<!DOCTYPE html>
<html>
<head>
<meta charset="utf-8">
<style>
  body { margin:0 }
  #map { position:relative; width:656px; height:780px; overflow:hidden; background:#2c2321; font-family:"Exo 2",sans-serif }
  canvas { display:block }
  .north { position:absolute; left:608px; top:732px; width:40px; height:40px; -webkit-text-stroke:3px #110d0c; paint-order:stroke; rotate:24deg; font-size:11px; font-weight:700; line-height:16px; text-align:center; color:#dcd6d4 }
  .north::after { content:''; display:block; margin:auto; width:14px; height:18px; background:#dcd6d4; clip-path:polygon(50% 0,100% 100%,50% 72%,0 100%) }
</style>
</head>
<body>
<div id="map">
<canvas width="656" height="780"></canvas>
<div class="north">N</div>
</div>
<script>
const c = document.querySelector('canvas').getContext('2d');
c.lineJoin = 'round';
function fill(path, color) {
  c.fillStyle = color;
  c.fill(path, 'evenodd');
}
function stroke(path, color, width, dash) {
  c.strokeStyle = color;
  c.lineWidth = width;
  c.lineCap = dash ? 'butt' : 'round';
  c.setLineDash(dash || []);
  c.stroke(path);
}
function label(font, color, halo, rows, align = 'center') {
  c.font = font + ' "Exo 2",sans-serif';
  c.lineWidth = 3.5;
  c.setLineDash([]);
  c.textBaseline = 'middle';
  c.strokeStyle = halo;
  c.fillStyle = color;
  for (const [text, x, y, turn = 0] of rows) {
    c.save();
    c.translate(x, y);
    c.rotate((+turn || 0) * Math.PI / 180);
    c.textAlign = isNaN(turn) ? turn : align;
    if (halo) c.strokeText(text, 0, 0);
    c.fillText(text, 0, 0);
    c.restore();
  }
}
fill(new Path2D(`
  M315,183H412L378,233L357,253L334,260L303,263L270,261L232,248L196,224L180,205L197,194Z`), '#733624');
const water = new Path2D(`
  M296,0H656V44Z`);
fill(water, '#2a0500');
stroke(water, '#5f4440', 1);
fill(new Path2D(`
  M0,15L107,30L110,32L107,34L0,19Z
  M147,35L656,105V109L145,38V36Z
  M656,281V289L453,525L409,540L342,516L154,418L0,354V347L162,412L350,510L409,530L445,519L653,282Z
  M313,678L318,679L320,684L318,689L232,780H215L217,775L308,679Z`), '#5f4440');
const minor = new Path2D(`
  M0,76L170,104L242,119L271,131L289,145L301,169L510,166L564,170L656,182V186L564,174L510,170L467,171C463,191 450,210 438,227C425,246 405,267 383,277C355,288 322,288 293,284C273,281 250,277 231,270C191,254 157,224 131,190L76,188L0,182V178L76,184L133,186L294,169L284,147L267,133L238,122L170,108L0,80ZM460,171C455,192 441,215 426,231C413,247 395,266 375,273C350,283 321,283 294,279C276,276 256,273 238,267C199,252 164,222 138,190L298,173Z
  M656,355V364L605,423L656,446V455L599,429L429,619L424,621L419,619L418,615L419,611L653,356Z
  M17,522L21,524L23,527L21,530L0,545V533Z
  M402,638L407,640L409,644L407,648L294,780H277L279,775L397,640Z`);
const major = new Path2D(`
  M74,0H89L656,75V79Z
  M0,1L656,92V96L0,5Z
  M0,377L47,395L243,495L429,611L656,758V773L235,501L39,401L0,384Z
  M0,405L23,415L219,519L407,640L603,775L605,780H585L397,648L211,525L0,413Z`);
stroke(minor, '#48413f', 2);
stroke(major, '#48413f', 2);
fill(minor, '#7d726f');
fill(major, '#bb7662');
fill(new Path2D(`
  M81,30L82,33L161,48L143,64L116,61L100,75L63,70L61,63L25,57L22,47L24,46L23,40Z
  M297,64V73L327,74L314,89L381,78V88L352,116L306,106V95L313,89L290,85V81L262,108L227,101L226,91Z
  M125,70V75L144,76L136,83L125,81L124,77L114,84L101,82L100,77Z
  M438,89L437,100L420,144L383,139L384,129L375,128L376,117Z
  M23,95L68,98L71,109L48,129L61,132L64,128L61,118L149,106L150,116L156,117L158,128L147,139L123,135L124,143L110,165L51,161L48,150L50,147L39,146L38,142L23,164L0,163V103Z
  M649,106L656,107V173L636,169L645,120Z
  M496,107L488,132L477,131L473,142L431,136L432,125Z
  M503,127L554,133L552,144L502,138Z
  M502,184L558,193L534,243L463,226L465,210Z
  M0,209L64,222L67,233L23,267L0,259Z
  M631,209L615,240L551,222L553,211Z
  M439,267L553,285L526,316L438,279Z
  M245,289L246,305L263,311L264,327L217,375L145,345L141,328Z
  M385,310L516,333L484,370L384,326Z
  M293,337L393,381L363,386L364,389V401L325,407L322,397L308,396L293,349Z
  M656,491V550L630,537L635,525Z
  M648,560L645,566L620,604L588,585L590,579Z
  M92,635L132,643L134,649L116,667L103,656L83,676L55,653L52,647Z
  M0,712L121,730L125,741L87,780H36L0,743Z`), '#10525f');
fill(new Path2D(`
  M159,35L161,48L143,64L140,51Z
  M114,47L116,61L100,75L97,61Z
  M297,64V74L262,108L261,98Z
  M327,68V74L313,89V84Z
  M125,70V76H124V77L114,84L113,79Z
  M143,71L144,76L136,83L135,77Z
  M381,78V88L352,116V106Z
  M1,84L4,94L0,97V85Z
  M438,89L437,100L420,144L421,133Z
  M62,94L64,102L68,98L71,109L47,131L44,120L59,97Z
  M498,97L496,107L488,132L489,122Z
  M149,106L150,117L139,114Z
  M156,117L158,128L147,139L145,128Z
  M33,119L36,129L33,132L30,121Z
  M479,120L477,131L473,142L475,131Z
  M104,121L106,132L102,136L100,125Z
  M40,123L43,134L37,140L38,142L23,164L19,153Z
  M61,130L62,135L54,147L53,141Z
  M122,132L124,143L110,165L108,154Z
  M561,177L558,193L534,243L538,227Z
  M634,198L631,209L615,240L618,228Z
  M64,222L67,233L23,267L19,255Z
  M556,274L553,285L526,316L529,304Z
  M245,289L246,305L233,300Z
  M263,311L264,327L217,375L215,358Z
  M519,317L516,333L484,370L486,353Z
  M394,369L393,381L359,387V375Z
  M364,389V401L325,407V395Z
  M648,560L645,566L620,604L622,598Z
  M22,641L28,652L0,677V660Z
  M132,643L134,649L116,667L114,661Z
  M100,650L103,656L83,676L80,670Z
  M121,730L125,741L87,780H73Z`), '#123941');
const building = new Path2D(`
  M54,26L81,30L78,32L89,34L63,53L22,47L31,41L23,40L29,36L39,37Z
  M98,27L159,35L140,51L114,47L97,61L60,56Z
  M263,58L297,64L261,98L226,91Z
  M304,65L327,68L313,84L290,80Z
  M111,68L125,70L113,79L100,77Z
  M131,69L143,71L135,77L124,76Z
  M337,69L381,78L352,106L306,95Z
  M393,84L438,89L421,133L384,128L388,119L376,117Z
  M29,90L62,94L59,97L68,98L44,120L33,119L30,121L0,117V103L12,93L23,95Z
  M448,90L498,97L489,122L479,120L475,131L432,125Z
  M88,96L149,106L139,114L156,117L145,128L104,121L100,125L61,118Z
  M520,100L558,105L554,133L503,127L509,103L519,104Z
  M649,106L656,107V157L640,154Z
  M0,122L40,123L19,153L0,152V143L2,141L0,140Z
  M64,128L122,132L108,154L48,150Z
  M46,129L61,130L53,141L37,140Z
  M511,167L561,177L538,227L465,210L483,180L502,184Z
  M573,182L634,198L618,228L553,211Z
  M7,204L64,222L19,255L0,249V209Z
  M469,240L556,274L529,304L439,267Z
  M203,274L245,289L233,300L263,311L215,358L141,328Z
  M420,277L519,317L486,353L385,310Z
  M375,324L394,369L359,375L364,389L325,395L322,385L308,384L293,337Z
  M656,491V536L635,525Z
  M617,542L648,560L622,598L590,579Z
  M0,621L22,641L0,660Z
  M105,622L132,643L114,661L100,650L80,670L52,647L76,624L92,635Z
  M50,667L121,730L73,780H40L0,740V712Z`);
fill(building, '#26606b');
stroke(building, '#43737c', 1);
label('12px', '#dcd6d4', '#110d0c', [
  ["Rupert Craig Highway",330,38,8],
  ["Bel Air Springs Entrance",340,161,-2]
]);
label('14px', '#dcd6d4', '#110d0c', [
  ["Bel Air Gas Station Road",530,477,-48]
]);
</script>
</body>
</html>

--

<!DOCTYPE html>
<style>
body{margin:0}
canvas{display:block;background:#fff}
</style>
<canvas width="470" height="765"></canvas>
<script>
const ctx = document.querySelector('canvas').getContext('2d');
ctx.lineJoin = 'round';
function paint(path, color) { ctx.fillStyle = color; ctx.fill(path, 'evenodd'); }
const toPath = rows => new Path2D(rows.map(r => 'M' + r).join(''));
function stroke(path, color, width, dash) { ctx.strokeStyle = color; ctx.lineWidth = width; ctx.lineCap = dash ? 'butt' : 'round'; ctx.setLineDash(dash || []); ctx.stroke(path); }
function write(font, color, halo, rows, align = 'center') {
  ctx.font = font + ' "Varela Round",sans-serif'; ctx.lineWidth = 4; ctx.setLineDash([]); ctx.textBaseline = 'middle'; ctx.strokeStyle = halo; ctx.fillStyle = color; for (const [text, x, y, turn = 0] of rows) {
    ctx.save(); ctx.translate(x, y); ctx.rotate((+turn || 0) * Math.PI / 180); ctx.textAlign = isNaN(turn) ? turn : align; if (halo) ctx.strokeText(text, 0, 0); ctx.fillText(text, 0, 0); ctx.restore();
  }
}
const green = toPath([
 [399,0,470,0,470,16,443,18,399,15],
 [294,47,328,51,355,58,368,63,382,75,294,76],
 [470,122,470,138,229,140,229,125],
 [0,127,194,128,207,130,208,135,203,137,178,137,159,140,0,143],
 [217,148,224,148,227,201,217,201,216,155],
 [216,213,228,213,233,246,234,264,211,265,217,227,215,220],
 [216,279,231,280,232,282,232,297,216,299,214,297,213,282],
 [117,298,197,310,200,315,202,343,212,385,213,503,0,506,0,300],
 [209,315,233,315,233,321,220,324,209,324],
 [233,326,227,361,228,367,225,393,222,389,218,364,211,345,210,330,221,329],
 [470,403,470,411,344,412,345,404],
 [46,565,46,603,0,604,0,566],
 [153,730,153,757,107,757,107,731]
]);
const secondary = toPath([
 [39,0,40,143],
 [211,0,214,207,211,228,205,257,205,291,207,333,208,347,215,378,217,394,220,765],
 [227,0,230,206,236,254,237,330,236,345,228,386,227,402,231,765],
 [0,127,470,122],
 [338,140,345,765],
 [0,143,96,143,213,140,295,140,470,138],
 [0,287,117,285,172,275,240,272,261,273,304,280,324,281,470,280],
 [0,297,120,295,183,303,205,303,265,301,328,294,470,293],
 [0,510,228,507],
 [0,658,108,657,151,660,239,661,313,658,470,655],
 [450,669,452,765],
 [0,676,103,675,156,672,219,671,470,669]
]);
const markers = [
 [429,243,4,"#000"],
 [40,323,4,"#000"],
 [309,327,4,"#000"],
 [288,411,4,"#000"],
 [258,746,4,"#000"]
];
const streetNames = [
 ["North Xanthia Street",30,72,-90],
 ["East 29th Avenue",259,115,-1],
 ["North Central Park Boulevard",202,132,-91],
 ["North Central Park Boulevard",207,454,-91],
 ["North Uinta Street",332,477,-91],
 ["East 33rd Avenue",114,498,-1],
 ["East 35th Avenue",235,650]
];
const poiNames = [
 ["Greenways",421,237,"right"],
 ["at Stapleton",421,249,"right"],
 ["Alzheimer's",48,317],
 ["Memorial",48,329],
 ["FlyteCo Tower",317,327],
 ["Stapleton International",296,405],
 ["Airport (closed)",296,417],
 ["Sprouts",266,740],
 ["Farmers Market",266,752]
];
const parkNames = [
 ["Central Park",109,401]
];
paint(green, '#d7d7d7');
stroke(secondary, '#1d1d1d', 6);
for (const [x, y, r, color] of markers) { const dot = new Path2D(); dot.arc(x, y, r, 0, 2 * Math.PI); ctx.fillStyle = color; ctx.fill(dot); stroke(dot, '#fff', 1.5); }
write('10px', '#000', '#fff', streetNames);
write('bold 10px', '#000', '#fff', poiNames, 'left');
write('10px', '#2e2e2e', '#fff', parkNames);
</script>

* * *

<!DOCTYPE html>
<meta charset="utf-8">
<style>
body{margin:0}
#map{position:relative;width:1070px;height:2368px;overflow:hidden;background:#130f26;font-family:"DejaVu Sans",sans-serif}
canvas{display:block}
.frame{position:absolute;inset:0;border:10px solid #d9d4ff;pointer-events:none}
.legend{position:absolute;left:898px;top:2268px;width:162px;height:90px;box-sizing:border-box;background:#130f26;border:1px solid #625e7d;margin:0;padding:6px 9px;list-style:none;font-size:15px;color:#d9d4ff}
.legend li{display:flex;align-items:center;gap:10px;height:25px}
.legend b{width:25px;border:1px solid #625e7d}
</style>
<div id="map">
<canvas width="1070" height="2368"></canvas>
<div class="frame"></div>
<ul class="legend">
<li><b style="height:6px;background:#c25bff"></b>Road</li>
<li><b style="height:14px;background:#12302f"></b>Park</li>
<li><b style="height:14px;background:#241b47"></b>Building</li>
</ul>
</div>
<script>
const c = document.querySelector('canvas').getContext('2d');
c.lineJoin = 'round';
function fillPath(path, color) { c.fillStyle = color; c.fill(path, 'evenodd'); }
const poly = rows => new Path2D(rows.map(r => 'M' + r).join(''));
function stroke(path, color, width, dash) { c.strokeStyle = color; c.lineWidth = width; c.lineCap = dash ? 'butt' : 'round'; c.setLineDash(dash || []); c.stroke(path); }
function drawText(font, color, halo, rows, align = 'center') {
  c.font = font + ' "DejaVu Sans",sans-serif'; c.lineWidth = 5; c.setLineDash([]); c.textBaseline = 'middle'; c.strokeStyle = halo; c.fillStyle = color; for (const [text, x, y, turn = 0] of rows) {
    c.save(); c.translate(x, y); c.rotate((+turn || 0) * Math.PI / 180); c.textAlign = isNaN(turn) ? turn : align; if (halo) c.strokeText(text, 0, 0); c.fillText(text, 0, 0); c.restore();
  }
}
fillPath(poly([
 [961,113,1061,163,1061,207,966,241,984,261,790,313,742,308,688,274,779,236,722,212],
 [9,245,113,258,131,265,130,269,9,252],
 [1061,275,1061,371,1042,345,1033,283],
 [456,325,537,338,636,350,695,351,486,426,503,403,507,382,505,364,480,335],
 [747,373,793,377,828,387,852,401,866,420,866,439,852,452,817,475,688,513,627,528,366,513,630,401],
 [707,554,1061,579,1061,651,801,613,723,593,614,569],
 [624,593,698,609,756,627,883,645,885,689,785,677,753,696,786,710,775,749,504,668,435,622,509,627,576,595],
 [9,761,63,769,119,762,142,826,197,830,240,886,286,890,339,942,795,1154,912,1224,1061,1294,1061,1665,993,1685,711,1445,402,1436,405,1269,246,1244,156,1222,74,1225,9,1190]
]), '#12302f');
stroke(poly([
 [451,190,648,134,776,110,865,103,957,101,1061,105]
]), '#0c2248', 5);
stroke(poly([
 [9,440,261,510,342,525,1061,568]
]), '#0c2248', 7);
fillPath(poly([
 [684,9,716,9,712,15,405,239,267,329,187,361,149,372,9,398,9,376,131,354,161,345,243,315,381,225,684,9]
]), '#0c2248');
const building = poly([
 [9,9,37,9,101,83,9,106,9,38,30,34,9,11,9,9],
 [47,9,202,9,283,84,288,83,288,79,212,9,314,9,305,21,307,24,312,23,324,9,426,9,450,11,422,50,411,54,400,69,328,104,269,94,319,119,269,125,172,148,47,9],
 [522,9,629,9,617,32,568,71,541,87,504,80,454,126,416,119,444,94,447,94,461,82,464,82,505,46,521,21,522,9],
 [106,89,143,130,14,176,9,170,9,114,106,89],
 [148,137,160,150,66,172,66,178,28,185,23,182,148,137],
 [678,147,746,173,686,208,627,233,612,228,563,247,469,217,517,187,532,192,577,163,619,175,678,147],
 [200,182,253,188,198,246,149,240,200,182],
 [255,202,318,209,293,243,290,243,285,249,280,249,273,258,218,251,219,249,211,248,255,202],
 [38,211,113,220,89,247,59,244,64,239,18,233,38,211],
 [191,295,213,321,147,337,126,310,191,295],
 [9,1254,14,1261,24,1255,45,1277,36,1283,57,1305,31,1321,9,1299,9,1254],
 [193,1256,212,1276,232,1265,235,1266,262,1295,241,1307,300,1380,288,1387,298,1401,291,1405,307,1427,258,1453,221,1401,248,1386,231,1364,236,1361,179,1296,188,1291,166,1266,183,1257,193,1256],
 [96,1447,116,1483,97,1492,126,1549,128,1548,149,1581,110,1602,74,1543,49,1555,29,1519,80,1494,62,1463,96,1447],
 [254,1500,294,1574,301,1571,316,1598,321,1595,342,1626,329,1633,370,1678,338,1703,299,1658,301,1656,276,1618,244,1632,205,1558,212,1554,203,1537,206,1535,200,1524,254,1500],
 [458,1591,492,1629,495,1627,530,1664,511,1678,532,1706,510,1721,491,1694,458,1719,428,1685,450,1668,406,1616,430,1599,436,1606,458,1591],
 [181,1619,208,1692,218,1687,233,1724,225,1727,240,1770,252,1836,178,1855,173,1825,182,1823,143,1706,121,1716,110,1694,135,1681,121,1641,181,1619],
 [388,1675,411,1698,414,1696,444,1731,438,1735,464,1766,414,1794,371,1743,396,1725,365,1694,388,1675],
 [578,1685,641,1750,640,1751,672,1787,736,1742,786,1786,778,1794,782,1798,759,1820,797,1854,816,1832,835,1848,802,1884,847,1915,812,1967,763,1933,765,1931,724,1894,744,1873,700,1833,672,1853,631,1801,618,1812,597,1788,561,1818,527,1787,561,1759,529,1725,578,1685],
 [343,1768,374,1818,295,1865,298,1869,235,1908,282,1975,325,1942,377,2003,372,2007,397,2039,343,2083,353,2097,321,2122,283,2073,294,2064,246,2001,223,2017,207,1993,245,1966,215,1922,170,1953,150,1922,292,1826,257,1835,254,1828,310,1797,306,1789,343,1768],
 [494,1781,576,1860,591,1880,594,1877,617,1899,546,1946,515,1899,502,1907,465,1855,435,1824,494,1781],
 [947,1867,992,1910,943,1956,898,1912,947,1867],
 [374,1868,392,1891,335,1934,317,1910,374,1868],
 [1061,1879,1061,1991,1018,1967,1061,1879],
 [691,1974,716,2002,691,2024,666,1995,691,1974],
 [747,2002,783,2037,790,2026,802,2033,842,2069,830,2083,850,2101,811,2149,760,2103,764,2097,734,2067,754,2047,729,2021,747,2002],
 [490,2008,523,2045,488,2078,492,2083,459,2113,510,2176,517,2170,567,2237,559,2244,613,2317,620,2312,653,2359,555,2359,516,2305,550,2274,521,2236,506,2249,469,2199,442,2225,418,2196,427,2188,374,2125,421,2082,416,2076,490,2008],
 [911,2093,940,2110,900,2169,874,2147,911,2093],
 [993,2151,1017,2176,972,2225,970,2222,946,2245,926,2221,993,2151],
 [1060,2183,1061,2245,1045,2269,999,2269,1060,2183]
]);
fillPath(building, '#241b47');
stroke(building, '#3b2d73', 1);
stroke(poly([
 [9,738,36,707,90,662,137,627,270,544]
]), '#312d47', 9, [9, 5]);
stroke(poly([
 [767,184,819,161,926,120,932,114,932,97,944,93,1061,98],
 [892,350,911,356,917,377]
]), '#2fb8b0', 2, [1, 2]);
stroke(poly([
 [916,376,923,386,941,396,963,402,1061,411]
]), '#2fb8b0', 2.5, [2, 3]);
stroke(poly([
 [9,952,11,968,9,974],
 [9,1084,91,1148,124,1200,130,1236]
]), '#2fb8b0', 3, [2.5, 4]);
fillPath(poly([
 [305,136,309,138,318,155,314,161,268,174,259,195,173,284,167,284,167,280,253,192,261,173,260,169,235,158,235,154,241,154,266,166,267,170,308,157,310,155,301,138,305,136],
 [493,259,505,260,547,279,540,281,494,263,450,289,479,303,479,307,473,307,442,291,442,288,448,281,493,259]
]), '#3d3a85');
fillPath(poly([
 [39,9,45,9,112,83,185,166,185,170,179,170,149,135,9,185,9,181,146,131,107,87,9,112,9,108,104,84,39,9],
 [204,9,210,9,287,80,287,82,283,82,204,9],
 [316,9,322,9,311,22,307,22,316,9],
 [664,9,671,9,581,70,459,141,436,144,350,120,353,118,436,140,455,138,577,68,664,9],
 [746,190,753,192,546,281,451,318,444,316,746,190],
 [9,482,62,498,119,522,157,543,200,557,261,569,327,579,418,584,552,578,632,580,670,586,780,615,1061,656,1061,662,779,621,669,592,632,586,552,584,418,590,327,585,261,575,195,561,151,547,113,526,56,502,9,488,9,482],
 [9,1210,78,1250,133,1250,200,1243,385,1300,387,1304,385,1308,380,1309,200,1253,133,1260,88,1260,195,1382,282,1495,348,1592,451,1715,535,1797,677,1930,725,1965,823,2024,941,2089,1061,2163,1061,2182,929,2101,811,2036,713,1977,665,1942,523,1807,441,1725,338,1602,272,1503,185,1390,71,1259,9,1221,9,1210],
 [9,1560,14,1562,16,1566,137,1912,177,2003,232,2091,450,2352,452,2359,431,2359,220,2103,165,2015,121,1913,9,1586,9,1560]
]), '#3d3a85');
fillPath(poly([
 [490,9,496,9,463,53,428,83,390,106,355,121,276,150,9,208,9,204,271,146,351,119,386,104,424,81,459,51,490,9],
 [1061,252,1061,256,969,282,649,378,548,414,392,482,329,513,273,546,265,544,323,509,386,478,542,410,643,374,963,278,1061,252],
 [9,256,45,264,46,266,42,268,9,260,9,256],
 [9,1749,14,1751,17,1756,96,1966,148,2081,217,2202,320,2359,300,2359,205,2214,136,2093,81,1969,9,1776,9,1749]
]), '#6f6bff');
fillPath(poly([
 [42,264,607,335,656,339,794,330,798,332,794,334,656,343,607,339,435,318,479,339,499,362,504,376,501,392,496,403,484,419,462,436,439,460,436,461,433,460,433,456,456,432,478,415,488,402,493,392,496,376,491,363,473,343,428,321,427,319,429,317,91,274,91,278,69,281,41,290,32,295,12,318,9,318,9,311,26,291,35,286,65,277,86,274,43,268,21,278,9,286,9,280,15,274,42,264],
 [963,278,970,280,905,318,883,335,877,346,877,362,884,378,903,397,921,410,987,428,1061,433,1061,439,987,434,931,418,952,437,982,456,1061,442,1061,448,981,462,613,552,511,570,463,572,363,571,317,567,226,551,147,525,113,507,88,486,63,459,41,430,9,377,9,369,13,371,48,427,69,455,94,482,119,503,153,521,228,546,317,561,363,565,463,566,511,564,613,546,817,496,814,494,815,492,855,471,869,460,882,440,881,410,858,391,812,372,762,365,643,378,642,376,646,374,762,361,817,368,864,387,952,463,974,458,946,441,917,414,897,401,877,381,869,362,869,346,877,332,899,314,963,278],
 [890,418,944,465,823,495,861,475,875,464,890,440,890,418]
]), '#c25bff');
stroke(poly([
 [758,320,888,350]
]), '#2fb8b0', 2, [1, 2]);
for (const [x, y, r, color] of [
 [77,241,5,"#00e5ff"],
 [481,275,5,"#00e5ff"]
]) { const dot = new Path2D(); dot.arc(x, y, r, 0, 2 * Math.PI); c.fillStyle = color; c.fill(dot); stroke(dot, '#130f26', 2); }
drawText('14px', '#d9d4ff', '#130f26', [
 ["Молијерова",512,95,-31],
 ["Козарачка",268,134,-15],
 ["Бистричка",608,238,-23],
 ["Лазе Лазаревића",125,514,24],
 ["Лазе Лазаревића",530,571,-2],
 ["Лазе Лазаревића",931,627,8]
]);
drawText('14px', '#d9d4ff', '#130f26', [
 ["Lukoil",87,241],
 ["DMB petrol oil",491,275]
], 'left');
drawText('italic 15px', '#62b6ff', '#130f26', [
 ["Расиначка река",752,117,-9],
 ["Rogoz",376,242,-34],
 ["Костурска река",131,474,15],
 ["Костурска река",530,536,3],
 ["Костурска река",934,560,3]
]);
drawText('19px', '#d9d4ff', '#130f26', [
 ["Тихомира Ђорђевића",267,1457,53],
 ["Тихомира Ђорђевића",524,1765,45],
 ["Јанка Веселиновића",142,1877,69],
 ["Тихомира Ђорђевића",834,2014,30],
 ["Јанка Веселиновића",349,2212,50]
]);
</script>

- Task objective
Check each line above for "textAlign" and please state only how many have it.

- Answer area
3